-- Opening Marker --

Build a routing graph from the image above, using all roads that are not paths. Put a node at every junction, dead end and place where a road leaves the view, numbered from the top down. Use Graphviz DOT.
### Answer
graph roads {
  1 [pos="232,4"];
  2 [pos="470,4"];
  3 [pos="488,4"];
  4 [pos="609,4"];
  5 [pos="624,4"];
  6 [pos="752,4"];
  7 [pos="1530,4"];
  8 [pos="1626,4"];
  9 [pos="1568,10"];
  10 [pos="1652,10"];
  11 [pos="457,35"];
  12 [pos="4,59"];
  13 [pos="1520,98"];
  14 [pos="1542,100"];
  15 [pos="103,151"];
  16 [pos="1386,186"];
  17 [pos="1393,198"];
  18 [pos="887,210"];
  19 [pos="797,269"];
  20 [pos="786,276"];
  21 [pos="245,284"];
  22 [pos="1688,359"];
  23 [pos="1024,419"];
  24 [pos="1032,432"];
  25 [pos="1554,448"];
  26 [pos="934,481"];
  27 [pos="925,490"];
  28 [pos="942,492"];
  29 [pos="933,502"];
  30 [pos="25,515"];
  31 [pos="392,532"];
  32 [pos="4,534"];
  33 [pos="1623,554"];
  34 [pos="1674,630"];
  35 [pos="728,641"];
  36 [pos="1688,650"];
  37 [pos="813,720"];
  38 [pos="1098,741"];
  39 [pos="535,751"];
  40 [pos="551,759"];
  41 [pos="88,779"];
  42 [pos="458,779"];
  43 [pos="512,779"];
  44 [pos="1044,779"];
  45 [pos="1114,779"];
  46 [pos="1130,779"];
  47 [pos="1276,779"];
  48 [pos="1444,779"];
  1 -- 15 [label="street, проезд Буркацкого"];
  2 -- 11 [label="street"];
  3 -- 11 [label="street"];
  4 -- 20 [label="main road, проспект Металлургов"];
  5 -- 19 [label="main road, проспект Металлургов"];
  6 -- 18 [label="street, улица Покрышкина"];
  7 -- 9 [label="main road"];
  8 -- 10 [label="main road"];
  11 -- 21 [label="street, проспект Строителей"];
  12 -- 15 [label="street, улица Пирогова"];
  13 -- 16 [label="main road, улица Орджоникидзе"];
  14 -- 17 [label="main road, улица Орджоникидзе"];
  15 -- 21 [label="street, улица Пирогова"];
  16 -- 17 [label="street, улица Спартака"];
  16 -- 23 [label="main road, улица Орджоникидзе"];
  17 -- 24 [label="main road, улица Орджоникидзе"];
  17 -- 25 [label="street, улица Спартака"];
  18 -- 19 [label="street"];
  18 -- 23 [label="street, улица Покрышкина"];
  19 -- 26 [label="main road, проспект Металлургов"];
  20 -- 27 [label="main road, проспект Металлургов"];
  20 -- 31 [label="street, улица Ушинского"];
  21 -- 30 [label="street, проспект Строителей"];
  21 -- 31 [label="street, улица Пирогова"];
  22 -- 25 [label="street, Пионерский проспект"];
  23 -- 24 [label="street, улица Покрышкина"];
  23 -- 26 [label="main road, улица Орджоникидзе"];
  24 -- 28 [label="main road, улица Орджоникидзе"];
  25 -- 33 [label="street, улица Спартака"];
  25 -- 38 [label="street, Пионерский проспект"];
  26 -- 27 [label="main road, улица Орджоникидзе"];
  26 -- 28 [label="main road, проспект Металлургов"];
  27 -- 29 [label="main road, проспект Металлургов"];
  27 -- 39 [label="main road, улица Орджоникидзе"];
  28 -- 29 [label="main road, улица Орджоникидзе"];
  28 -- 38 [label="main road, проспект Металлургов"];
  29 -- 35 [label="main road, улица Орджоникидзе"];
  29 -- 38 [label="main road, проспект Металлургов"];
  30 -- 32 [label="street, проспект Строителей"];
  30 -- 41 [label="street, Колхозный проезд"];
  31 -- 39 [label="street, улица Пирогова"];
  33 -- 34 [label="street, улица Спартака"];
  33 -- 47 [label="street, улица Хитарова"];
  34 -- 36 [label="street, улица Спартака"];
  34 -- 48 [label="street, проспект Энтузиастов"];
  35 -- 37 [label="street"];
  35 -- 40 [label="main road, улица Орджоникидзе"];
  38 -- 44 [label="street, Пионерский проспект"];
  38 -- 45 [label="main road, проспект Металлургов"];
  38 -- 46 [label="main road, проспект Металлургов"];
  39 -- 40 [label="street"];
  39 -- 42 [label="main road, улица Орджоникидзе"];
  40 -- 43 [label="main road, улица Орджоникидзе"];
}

-- Closing Marker --

**Your instructions**
Lines with "Спартака" in them are what the answer must contain; copy each from the records above.

**Solved exercise**
  16 -- 17 [label="street, улица Спартака"];
  17 -- 25 [label="street, улица Спартака"];
  25 -- 33 [label="street, улица Спартака"];
  33 -- 34 [label="street, улица Спартака"];
  34 -- 36 [label="street, улица Спартака"];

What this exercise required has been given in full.